Die Arbeitslosigkeit ist mit 3,3 Millionen Erwerbslosen so hoch wie nie zuvor. Das entspricht einer Quote von 10,9 Prozent. Sie wird im kommenden Jahr sogar über die 11-Prozent-Marke steigen, wie Ökonomen erwarten. „Die Unternehmen zählen zu viele Beschäftigte angesichts der sich leerenden Auftragsbücher“, sagt Bruno Ducoudre von der Denkfabrik OFCE. Hauptursache: Das Land hat trotz einer ausgezeichneten Infrastruktur und einem hohen Bildungsniveau viel an Wettbewerbsfähigkeit eingebüßt. Wegen hoher Steuern und einem starren Arbeitsmarkt liegt Frankreich im weltweiten Vergleich des World Economic Forum nur noch auf Rang 23, Deutschland dagegen auf Platz vier. Noch vor zehn Jahren exportierten die Franzosen regelmäßig mehr als sie importierten, jetzt liegt das Leistungsbilanzdefizit bei zwei Prozent der Wirtschaftsleistung.

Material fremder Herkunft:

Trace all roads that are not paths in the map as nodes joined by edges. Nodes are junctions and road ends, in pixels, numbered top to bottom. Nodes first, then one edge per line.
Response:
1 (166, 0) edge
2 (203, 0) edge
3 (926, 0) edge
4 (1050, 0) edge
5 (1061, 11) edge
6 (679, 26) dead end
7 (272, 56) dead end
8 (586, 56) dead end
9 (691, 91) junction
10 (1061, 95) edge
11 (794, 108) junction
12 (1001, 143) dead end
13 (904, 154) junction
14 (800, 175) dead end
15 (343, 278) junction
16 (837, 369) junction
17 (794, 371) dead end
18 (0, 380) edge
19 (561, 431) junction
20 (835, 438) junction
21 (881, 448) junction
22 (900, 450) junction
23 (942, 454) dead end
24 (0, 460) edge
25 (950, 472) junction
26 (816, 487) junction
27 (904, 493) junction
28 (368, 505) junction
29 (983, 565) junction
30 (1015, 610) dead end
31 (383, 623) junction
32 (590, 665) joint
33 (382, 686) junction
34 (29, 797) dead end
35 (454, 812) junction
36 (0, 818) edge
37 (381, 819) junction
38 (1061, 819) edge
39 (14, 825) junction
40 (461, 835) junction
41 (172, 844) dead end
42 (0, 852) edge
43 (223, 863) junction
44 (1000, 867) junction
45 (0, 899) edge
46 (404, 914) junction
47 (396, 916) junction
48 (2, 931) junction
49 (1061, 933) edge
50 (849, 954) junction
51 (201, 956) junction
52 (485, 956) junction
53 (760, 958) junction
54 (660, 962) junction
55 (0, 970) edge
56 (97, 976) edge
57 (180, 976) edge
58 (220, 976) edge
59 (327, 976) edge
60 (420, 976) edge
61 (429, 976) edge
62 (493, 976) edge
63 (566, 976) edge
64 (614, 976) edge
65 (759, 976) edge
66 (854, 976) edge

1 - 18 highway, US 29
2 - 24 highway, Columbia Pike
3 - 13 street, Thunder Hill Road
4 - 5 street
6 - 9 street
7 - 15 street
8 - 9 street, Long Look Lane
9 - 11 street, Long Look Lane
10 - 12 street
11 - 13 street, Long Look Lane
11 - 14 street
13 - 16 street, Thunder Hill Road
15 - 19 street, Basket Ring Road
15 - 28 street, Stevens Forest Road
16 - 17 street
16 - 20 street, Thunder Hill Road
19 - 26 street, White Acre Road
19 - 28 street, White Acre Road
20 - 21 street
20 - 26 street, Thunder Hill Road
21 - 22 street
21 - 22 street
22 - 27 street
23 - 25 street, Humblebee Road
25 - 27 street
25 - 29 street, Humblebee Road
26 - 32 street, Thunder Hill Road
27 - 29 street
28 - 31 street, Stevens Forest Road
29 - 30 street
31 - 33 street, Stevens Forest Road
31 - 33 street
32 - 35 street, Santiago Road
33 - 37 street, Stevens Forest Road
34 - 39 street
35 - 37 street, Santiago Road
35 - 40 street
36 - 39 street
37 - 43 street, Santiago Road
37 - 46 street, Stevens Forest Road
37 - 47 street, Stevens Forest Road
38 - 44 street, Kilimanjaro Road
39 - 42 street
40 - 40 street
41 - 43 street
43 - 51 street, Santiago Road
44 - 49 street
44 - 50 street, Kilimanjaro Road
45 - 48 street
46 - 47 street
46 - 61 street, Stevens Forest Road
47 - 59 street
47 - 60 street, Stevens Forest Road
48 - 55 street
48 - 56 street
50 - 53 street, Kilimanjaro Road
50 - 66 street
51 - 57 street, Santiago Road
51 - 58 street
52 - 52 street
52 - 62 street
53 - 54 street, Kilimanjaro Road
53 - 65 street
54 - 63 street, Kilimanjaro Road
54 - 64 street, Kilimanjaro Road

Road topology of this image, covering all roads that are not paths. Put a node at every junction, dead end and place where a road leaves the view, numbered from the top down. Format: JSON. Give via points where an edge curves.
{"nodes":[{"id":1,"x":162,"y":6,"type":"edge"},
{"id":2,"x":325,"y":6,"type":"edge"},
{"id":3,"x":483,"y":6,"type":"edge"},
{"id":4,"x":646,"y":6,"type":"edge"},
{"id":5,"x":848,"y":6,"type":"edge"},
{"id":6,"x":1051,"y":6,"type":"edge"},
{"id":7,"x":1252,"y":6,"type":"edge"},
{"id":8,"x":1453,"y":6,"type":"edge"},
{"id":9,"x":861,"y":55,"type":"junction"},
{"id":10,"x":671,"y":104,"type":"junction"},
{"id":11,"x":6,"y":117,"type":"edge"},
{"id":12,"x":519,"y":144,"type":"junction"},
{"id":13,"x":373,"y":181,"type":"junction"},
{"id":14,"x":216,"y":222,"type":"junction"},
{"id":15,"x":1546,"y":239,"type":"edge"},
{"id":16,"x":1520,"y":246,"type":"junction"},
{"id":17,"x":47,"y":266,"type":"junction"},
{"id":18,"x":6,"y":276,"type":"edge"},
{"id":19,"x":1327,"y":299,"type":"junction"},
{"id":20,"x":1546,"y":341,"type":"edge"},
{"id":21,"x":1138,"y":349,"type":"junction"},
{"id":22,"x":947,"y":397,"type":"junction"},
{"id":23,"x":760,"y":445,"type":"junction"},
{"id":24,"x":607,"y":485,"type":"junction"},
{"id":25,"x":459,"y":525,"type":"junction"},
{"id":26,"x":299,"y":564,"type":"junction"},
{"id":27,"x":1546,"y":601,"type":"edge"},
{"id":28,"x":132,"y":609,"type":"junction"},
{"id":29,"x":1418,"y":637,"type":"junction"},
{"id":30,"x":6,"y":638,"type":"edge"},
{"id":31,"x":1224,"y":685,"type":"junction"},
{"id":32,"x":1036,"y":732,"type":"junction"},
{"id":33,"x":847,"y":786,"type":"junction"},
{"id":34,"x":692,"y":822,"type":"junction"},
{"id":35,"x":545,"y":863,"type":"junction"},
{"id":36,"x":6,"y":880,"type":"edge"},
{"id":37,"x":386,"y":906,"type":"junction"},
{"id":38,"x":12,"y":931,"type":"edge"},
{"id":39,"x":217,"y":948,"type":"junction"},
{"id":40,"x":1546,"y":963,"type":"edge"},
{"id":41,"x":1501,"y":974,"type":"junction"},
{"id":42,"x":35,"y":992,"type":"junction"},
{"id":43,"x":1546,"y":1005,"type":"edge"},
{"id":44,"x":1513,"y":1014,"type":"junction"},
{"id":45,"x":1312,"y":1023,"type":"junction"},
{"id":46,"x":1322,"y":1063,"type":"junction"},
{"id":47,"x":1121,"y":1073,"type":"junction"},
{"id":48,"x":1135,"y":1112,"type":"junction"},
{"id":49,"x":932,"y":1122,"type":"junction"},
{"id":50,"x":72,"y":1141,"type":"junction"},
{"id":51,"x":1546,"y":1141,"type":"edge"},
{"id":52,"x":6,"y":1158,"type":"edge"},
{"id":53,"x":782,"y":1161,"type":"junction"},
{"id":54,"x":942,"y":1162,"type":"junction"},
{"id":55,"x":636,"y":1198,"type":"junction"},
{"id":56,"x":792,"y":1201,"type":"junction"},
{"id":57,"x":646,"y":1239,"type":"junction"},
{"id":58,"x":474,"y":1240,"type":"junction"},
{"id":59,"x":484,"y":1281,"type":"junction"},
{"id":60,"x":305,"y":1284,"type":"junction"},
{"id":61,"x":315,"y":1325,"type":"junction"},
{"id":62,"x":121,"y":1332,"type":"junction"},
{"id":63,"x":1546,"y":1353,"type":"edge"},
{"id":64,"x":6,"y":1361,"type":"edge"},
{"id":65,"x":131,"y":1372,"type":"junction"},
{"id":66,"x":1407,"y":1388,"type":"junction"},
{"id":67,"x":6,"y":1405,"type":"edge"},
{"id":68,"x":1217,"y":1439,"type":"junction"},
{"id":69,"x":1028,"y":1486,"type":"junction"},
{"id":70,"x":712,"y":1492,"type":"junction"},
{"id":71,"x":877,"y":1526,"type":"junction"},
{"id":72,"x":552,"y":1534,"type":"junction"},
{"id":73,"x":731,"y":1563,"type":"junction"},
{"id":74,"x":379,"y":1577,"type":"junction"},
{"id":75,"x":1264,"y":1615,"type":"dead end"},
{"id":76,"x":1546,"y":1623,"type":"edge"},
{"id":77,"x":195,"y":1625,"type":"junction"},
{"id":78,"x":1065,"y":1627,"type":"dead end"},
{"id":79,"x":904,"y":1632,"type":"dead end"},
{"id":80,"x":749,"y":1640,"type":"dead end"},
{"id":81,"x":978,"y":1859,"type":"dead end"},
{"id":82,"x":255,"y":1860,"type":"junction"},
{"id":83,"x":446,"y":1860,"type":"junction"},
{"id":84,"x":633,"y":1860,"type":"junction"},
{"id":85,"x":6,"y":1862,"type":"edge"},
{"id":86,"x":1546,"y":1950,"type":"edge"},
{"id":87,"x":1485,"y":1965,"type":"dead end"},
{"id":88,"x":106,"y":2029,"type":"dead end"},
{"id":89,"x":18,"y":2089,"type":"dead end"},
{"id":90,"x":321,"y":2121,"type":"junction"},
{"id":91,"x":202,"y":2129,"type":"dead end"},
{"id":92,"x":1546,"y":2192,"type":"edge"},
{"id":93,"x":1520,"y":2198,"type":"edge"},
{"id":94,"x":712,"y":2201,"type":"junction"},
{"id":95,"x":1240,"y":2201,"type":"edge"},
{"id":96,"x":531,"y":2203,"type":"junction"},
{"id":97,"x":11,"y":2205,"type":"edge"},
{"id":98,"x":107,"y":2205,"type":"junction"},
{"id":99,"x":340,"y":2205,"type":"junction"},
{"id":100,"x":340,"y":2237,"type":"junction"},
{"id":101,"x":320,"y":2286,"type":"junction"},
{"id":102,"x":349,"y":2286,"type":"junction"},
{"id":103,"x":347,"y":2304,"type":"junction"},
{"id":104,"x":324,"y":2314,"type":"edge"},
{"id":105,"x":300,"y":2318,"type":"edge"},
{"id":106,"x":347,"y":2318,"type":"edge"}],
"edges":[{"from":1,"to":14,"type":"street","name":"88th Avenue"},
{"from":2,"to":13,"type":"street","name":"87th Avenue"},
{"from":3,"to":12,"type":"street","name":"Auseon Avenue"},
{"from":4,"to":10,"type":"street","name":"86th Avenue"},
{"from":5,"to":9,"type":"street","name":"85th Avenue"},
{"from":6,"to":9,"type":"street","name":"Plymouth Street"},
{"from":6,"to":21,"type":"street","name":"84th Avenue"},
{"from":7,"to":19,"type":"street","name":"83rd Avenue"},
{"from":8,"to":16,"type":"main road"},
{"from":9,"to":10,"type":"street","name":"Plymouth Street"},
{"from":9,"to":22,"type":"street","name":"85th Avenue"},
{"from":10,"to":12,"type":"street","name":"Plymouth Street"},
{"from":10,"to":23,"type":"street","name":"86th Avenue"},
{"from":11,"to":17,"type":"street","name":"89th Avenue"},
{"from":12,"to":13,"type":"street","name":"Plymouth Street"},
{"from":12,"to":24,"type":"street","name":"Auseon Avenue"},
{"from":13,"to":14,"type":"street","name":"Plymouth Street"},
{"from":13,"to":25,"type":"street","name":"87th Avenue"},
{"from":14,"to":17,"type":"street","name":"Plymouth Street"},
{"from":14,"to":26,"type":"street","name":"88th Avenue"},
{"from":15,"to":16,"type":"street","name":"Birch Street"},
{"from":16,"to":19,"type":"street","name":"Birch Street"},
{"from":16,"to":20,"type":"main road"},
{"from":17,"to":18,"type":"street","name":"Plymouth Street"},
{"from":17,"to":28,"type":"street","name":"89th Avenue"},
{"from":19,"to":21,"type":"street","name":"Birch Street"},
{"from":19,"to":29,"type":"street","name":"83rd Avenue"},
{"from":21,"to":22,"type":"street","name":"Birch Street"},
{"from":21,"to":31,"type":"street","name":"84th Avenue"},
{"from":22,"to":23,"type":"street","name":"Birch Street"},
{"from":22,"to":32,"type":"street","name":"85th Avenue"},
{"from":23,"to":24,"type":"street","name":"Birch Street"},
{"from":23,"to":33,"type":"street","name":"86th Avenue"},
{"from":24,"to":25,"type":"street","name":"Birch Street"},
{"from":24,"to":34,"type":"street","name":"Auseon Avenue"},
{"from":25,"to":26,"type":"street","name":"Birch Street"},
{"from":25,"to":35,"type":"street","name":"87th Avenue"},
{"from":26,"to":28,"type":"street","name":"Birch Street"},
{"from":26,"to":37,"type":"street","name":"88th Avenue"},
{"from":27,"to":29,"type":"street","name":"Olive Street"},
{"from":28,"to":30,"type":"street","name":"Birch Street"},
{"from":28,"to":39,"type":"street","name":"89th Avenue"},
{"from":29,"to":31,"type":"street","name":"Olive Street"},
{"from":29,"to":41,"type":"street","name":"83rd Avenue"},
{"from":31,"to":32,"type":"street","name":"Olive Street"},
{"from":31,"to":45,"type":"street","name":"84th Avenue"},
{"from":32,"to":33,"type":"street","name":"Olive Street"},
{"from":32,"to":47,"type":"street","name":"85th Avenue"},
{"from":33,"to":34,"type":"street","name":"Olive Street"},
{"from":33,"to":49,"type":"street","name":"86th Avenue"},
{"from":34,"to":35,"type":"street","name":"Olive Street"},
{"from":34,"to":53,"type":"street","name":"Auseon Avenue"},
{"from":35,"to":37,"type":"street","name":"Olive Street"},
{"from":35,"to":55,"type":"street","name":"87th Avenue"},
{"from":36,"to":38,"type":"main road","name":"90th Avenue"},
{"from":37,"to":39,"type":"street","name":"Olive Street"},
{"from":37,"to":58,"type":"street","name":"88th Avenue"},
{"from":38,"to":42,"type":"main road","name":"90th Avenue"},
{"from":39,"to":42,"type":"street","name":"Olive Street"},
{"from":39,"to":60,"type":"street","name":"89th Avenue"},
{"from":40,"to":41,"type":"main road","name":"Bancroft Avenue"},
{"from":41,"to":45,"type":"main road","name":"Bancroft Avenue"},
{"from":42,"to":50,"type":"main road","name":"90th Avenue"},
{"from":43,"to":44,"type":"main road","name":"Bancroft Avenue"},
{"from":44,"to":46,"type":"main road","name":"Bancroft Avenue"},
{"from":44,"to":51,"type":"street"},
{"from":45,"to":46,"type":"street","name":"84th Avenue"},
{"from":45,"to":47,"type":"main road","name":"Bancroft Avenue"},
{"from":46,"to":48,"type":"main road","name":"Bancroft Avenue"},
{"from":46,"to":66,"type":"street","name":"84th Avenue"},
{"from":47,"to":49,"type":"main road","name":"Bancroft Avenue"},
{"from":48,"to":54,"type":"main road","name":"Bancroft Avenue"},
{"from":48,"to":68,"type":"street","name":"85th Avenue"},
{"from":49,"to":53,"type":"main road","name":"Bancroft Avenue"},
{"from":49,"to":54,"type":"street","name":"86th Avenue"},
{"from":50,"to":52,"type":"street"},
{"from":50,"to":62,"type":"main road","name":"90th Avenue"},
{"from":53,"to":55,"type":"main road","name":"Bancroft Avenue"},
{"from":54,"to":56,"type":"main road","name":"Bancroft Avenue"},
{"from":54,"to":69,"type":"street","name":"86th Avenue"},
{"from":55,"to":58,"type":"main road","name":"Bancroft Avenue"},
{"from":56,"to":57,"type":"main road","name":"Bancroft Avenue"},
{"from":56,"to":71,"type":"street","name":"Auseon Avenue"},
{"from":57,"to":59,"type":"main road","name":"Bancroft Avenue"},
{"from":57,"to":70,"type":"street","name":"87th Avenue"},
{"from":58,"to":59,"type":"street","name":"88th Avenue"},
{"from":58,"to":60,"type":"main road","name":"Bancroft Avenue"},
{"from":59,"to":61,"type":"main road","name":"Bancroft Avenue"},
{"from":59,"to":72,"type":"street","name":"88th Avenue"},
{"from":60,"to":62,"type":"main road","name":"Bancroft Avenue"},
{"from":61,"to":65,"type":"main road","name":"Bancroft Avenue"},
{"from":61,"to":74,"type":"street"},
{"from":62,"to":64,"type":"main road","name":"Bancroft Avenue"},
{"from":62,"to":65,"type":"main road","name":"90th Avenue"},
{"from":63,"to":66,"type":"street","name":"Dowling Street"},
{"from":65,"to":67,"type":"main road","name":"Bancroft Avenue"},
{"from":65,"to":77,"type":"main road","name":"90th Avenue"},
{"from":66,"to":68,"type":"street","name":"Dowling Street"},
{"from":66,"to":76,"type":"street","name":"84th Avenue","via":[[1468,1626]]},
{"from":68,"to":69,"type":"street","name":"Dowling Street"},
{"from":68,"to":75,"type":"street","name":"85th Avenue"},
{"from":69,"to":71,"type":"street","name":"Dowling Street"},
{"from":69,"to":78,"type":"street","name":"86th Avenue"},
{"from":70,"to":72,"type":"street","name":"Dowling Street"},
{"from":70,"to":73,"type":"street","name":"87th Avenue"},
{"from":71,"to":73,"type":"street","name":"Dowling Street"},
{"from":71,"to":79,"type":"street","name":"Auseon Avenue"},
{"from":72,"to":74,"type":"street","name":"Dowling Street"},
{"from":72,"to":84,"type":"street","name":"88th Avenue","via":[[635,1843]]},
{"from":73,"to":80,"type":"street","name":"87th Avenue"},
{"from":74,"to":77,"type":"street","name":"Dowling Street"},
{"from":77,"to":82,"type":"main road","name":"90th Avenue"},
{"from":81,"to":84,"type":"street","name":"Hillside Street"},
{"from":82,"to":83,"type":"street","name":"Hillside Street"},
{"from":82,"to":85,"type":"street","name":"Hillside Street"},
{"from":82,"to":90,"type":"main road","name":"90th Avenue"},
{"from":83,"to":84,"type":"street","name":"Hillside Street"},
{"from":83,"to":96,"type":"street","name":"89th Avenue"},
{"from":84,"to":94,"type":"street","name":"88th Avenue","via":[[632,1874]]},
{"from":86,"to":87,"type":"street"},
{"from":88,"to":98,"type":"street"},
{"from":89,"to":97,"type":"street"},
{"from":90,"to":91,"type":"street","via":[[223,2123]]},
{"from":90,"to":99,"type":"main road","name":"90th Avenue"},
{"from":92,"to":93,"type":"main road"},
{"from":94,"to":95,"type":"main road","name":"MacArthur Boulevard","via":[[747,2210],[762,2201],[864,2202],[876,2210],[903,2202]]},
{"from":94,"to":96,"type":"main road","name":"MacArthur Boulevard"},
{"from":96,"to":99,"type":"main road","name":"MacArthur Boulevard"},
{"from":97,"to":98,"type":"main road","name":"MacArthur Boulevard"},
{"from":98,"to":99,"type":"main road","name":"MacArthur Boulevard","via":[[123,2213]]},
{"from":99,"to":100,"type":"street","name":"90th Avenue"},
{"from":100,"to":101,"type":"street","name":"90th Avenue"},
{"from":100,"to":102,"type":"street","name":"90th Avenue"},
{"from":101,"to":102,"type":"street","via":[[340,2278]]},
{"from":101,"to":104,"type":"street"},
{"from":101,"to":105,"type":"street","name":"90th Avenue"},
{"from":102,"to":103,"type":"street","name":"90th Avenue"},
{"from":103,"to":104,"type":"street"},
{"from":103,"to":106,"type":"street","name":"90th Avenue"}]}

Exemplarisch für die Probleme steht Peugeot Citroen : Während die deutschen Auto-Hersteller die Krise in Europa durch boomende Geschäfte in den USA und den Schwellenländern gut wegstecken, fuhr das 1810 gegründete und auf Europa ausgerichtete Unternehmen 2012 rund fünf Milliarden Euro Verlust ein. Tausende Stellen wurden gestrichen.

Niederlande

Mit ganz anderen Problemen kämpfen die Niederlande, die zu den zehn wettbewerbsfähigsten Ländern gehören und mit hohen Exportüberschüssen glänzen. Trotzdem dürfte das Bruttoinlandsprodukt 2013 bereits das zweite Jahr in Folge schrumpfen. Ursache ist die geplatzte Immobilienblase. Seit 2008 sind die Preise für Wohnimmobilien um mehr als ein Fünftel eingebrochen. Die Verschuldung der privaten Haushalte entspricht wegen der hohen Hypotheken-Kredite 130 Prozent des Bruttoinlandsproduktes. „Die Kombination aus hoher privater Verschuldung und Immobilienpreisblasen besitzt enorme Sprengkraft“, sagt Commerzbank-Ökonom Marco Wagner. Die Niederländer schränken deshalb ihren Konsum ein. Das drückt die Einnahmen des Staates, der allein im kommenden Jahr zusätzlich acht Milliarden Euro sparen will. Gerade einmal 0,5 Prozent Wachstum trauen Ökonomen dem Land 2014 zu.

Belgien

Ähnlich wie Frankreich importiert der kleine Nachbar inzwischen mehr als er exportiert, obwohl das jahrzehntelang umgekehrt war. Die Produkte aus beiden Ländern seien oft nicht im High-Tech-Bereich angesiedelt und deswegen einem besonders starken internationalen Preiswettbewerb ausgesetzt, sagt Commerzbank-Experte Wagner. „Darüber hinaus investieren französische und belgische Unternehmen vergleichsweise wenig in Forschung und Entwicklung.“ Auch in Belgien hat die Wettbewerbsfähigkeit gelitten. Allein im ersten Quartal stiegen die Arbeitskosten bei Industrie und Dienstleistern um 2,6 Prozent, im Schnitt der Euro-Länder dagegen nur um 1,6 Prozent.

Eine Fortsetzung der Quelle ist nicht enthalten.